How to translate a PDF file?
Thread poster: Riccardo89

Riccardo89
Italy
Local time: 20:48
Oct 23, 2015

Hello
and as reported by the title
I have to translate a pdf file with SDL trados 2015.
how to start and what is necessary?
I must have an OCR software for example Abby end reader pro?
I am having converted OCR how do I put the file upwards trados 2015?
give me the guidance procedure to proceed the automatic translation?
give me this hand?
thanks await answers is a thank you in advance.


 

Łukasz Gos-Furmankiewicz  Identity Verified
Poland
Local time: 20:48
English to Polish
+ ...
... Oct 23, 2015

As a translator you are not a client's or agency's office assistant and should not need to deal with low-skill tasks relating to file preparation, file formats etc. Those are tasks for basic-level secretaries and in some cases IT technicians or copy/fax personnel, which don't require the qualifications of a professional translator and hence should not be on your time, executed personally by you — or supervised by you on your own side of things (i.e. within the mini-company which you run either literally as a sole-proprietor or metaphorically as a non-company freelancer).

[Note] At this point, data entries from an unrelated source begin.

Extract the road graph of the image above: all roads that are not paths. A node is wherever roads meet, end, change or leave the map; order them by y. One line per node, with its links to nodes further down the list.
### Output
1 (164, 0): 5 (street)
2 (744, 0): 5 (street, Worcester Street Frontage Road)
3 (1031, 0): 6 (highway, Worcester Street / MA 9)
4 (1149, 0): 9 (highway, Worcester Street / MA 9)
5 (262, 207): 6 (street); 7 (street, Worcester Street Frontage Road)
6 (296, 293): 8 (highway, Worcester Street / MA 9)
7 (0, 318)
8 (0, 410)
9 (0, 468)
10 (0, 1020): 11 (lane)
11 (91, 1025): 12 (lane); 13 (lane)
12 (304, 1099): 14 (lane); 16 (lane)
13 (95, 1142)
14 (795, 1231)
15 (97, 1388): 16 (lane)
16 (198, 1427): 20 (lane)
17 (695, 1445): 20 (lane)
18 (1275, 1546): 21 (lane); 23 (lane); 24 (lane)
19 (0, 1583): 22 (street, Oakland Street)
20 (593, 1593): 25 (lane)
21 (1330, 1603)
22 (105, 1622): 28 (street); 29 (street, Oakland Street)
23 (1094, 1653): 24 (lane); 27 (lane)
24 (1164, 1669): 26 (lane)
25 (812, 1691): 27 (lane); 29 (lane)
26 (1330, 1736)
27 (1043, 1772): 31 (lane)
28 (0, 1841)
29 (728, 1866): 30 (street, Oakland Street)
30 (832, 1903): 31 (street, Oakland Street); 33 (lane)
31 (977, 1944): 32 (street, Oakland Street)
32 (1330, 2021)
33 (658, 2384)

On the other hand, agencies make money on maximizing their prices and minimizing their costs, where one of the ways of minimizing the costs is convicing you that somehow those trivial time-wasting minutiae are your job. Which, once again, they are not.

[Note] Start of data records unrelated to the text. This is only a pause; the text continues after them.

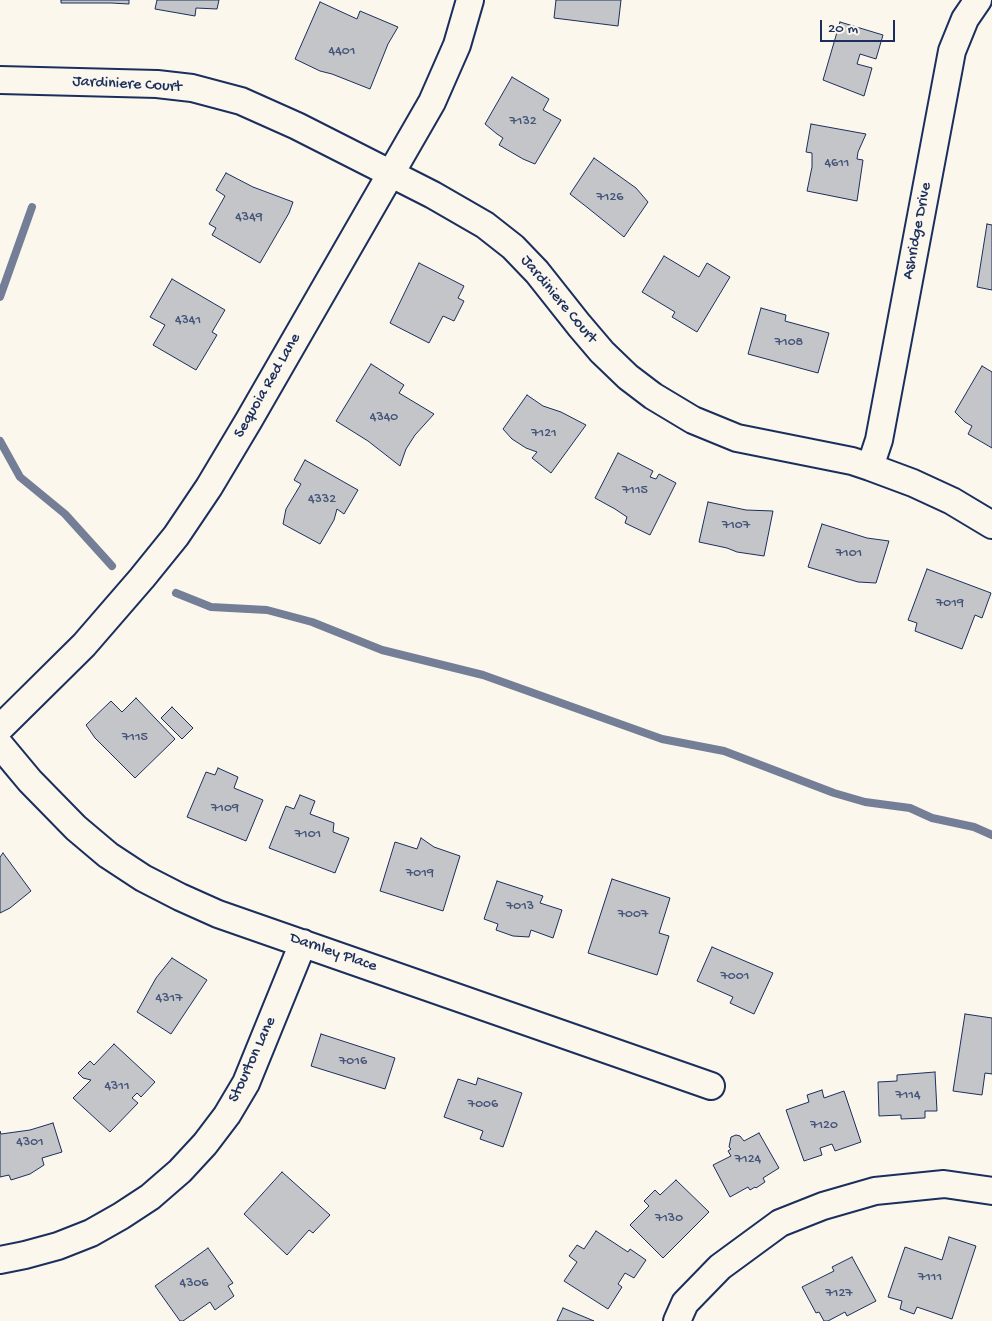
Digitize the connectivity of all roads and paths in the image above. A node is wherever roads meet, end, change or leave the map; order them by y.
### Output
1 (470, 0) edge
2 (978, 0) edge
3 (0, 80) edge
4 (390, 173) junction
5 (870, 467) junction
6 (992, 525) edge
7 (0, 728) edge
8 (0, 745) edge
9 (303, 943) junction
10 (710, 1086) dead end
11 (992, 1191) edge
12 (0, 1260) edge
13 (677, 1321) edge

1 - 4 street, Sequoia Red Lane
2 - 5 street, Ashridge Drive
3 - 4 street, Jardiniere Court
4 - 5 street, Jardiniere Court
4 - 7 street, Sequoia Red Lane
5 - 6 street, Jardiniere Court
8 - 9 street, Darnley Place
9 - 10 street, Darnley Place
9 - 12 street, Stourton Lane
11 - 13 street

Still, if you want to open an editable (i.e. text) PDF file in Trados Studio 2015, all you need is to just open the file like any other file. Trados will do the rest. It has a good filter, although the one provided in MS Word 2013 may be better in some situations. Both are probably better than most free OCR software.

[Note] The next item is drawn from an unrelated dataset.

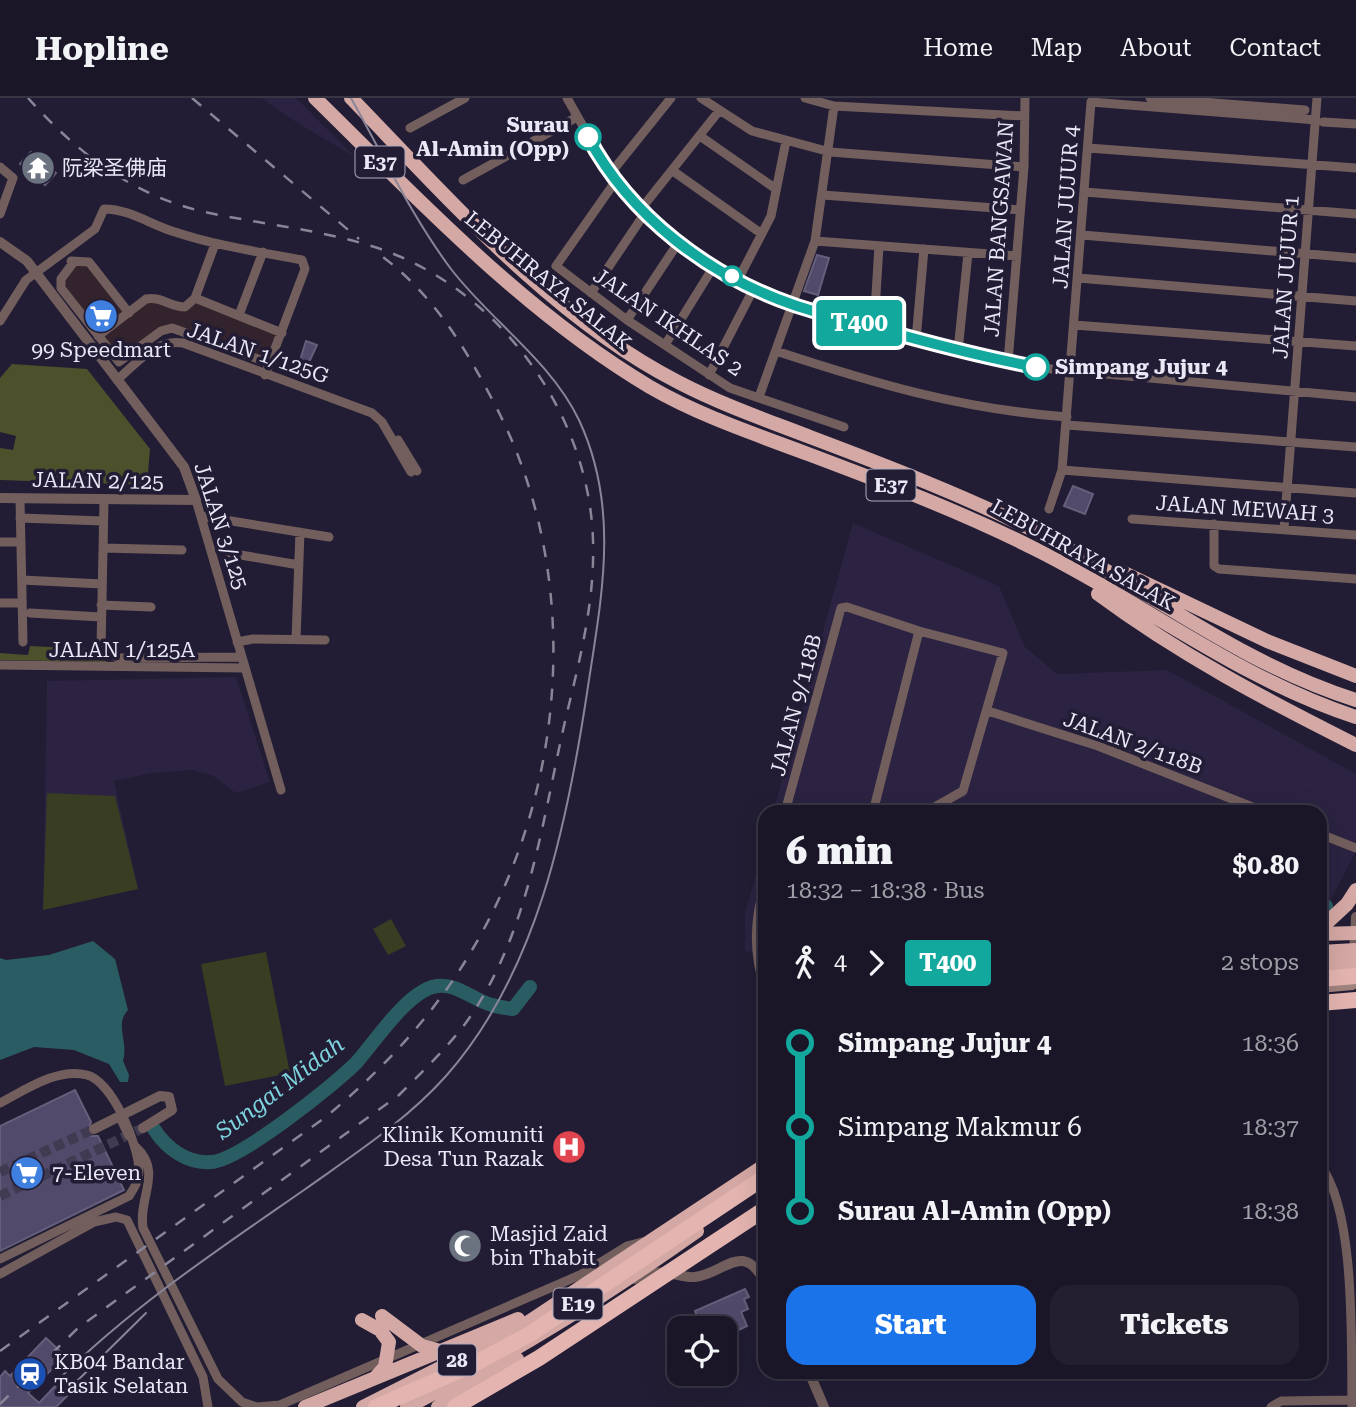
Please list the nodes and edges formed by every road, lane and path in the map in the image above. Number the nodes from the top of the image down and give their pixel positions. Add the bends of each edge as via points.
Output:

Regarding fine-tuning the OCR settings in Abby Fine Reader etc., that's simply not your job. You are neither a secretary nor an IT technician. You need to insist on this or else clients will constantly nibble and chip away at your own professional status and that of all the other translators (indirectly).


 

Alexander Somin  Identity Verified
Germany
Local time: 20:48
Member (2014)
English to Russian
+ ...
Studio 2015 performs OCR Oct 23, 2015

Hi Riccardo,

SDL Trados 2015 performs OCR. You may start working as with a "usual" format and watch the prompts for what to do next. Explore also settings. Studio 2015 may not perform this job flawlessly, so check the OCR feature output.


 

Bernhard Sulzer  Identity Verified
United States
Local time: 14:48
English to German
+ ...
The file must be manageable in the CAT tool Oct 23, 2015

Alexander Somin wrote:

Hi Riccardo,

SDL Trados 2015 performs OCR. You may start working as with a "usual" format and watch the prompts for what to do next. Explore also settings. Studio 2015 may not perform this job flawlessly, so check the OCR feature output.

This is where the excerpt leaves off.